Hams will quite often get involved in hidden transmitter hunts during
field day games. You might be surprised at the expertise out there.

Some notes/thoughts for you;


- I'd suspect that the problem might actually be more in the receiver
than antenna. As the signal gets stronger/closer the radio might be
running out of signal reporting range,. ie everything is just over a
certain value so it is treated as being at maximum. It is quite common
under these conditions to switch in an amount of attenuation to reduce
the signal to a more reportable figure. This usaully goes in the
antenna feedline.

- In addition to the above your receiver may not be very well shielded
such that signal actually bypasses the antenna/coax path and thus
gives you less peaks and nulls to go off. You can check this by
placing a dummy load (usually 50 ohms) in the antenna cable socket and
checking for the nearby signal.


Ahhh, you beat me to this.

Now, if the receiver IS well shielded enough, if you can insert a
switchable attenuator in the coax, you can reduce the signal strength
significantly...and, FM receivers get very non-linear below about 20dB
quieting, they quiet faster than the actual input. In otherwords, you
could get 3-4 dB quieting change for 1dB of singal change. What this will
do is make you antenna pattern SEEM narrower.

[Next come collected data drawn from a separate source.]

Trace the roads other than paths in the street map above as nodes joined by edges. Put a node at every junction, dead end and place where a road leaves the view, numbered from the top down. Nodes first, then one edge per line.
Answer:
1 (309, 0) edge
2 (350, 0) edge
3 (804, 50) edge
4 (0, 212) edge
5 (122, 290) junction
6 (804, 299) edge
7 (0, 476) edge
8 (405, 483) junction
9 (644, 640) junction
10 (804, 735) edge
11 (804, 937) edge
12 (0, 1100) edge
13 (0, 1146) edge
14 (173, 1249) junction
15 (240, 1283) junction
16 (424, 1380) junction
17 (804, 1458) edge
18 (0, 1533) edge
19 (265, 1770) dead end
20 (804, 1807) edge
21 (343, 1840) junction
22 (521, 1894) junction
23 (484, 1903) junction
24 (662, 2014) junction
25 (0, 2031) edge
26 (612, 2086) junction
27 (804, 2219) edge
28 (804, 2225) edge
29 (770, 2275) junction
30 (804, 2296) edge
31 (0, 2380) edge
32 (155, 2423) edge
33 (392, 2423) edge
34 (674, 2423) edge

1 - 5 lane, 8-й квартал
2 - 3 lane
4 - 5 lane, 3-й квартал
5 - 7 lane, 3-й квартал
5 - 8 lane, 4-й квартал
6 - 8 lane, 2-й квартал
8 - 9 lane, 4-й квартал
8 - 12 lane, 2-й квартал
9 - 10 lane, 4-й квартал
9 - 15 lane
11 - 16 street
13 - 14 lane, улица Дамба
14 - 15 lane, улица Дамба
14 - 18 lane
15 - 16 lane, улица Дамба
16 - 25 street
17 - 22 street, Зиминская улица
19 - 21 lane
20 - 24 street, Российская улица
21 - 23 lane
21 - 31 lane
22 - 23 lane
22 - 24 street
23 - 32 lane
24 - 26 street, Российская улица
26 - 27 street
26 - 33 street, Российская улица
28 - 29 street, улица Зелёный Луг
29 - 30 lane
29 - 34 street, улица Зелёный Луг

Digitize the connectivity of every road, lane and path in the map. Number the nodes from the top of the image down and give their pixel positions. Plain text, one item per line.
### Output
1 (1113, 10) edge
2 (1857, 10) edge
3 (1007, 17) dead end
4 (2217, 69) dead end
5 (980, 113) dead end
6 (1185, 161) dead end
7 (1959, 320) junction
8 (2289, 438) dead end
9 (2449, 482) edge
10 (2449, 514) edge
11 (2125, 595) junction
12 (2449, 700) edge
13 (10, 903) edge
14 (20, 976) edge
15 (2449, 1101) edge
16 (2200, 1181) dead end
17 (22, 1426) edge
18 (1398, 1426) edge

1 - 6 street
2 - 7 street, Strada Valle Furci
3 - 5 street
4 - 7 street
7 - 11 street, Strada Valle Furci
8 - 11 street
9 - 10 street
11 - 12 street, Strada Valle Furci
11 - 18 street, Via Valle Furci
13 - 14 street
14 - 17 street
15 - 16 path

What I used to do was to change to an RF field strengtth meter with a
small cavity filter tuned to the frequency I was hunting when I got
really close.


- The human body is excellent for using as a directional attenuator.
If you had a simple omni antenna attached and only a few inches in
front of your body you'll get maximum attenuation (lowest signal) when
you are facing away from the target turtle.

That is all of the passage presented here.